Ein Schatz ist gemeinhin etwas Rares wie Gold oder auch Öl. Beim Datenschatz ist jedoch das Gegenteil der Fall. Es gibt eine Unmenge von Daten. 1,7 Megabyte produziert jeder Mensch pro Sekunde, sagt Alexander Röckle, Head of Platform & Technologies – Automotive and Manufacturing bei SAP, im Rahmen der DUB Digital Week zum Thema „Durchblick im Datendschungel. So wird Ihr Unternehmen Schritt für Schritt digitaler“.

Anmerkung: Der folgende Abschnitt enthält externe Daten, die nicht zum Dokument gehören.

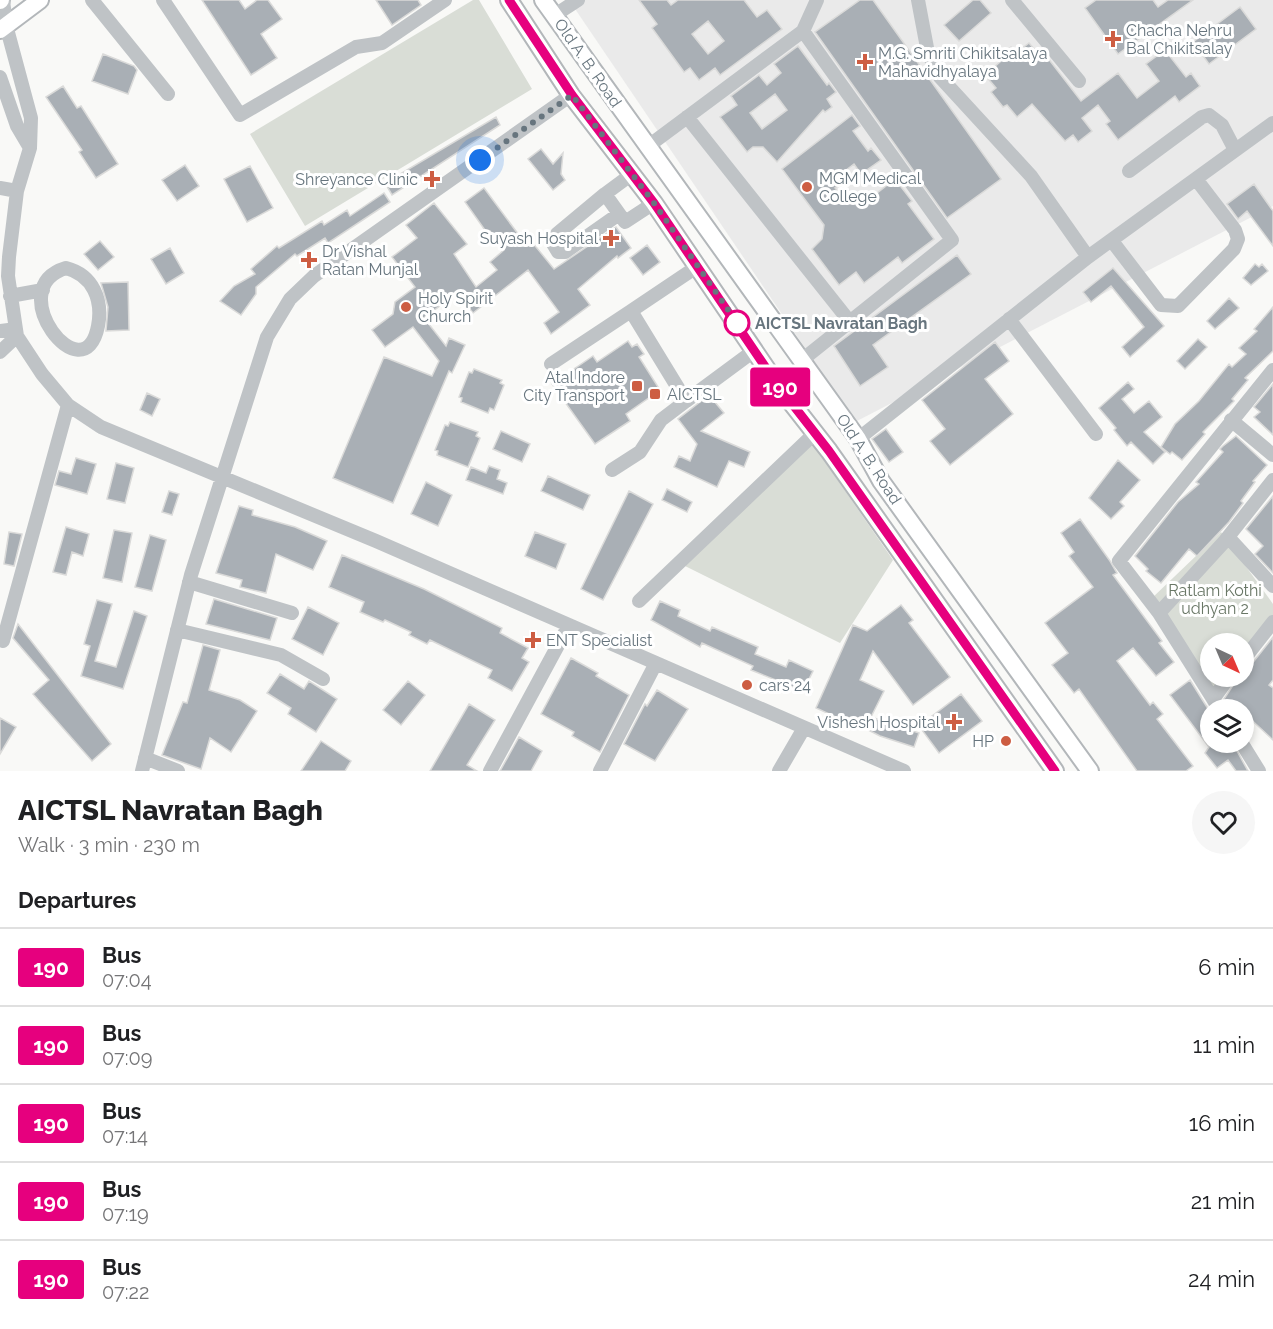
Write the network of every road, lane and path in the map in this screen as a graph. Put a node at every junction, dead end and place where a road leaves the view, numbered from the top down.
1 (1, 0) edge
2 (40, 0) edge
3 (92, 0) edge
4 (163, 0) edge
5 (445, 0) edge
6 (509, 0) edge
7 (543, 0) edge
8 (578, 0) edge
9 (817, 0) edge
10 (918, 0) edge
11 (1012, 0) edge
12 (555, 15) junction
13 (3, 27) edge
14 (803, 31) junction
15 (0, 77) edge
16 (1079, 81) dead end
17 (168, 94) dead end
18 (572, 95) junction
19 (687, 117) junction
20 (1273, 123) edge
21 (647, 147) junction
22 (30, 148) junction
23 (1235, 150) junction
24 (1129, 171) dead end
25 (632, 174) junction
26 (1196, 179) junction
27 (0, 188) edge
28 (17, 191) junction
29 (605, 194) junction
30 (654, 203) junction
31 (619, 214) junction
32 (1112, 241) junction
33 (1088, 257) junction
34 (698, 266) junction
35 (43, 290) junction
36 (10, 296) junction
37 (631, 311) junction
38 (1009, 320) junction
39 (850, 322) junction
40 (0, 331) edge
41 (16, 333) junction
42 (755, 350) junction
43 (0, 352) edge
44 (802, 360) junction
45 (551, 364) dead end
46 (1273, 370) edge
47 (686, 402) junction
48 (68, 405) junction
49 (1231, 420) junction
50 (815, 433) junction
51 (1096, 434) dead end
52 (858, 439) junction
53 (1273, 455) edge
54 (612, 470) dead end
55 (223, 476) junction
56 (1273, 480) edge
57 (1228, 537) junction
58 (189, 582) junction
59 (1273, 586) edge
60 (639, 601) dead end
61 (292, 613) dead end
62 (1159, 613) junction
63 (1273, 622) edge
64 (569, 625) junction
65 (177, 630) junction
66 (3, 641) dead end
67 (1254, 646) edge
68 (656, 663) junction
69 (322, 679) dead end
70 (1213, 699) edge
71 (804, 728) junction
72 (1248, 753) edge
73 (144, 765) edge
74 (178, 771) edge
75 (490, 771) edge
76 (600, 771) edge
77 (779, 771) edge
78 (904, 771) edge
79 (1055, 771) edge
80 (1090, 771) edge
81 (1259, 771) edge

1 - 13 street
2 - 13 main road
3 - 17 street
4 - 5 street
6 - 18 main road, Old A. B. Road
7 - 12 main road, Old A. B. Road
8 - 12 street
9 - 14 street
10 - 33 street
11 - 16 street
12 - 21 main road, Old A. B. Road
13 - 22 street
14 - 19 street
14 - 39 street
15 - 22 street
18 - 25 main road, Old A. B. Road
18 - 55 street
19 - 21 street
19 - 39 street
20 - 23 street
21 - 44 main road, Old A. B. Road
22 - 28 street
23 - 24 street
23 - 26 street
25 - 29 street
25 - 30 main road, Old A. B. Road
26 - 32 street
26 - 32 street
27 - 28 street
28 - 36 street
29 - 31 street
29 - 31 street
30 - 31 street
30 - 34 main road, Old A. B. Road
32 - 33 street
33 - 38 street
34 - 37 street
34 - 42 main road, Old A. B. Road
35 - 35 street
35 - 36 street
36 - 41 street
37 - 45 street
37 - 47 street
38 - 51 street
38 - 52 street
39 - 44 street
40 - 41 street
41 - 43 street
41 - 48 street
42 - 47 street
42 - 50 main road, Old A. B. Road
44 - 52 main road, Old A. B. Road
46 - 49 street
47 - 54 street
48 - 55 street
48 - 66 street
49 - 53 street
49 - 62 street
50 - 60 street
50 - 79 main road, Old A. B. Road
52 - 80 main road, Old A. B. Road
55 - 58 street
55 - 64 street
56 - 57 street
57 - 59 street
57 - 62 street
58 - 61 street
58 - 65 street
62 - 70 street
63 - 67 street
64 - 68 street
64 - 75 street
65 - 69 street
65 - 73 street
68 - 71 street
68 - 76 street
71 - 77 street
71 - 78 street
72 - 81 street
73 - 74 street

Diese Speaker haben auf der DUB DIGITAL WEEK zum Thema Big Data & Business Intelligence gesprochen:

Bis Ende 2020 wird die weltweite Datenmenge auf 60 Zettabyte anwachsen, zeigt eine IDC-Studie. 2025 dürften es schon 200 Zettabyte sein. Und ein Ende der Entwicklung ist nicht absehbar. Kein Wunder, denn nicht nur Maschinensensoren, sondern jeder Einzelne von uns sorgt fleißig weiter mit für diese Datenflut. So werden etwa bei Netflix pro Minute 97.000 Stunden Videos angeschaut und bei Spotify 1,5 Millionen Songs gehört. In nur 60 Sekunden werden zudem 195 Millionen E-Mails verschickt, 800.000 Dateien in die Dropbox geladen und 120 neue LinkedIn-Accounts angelegt.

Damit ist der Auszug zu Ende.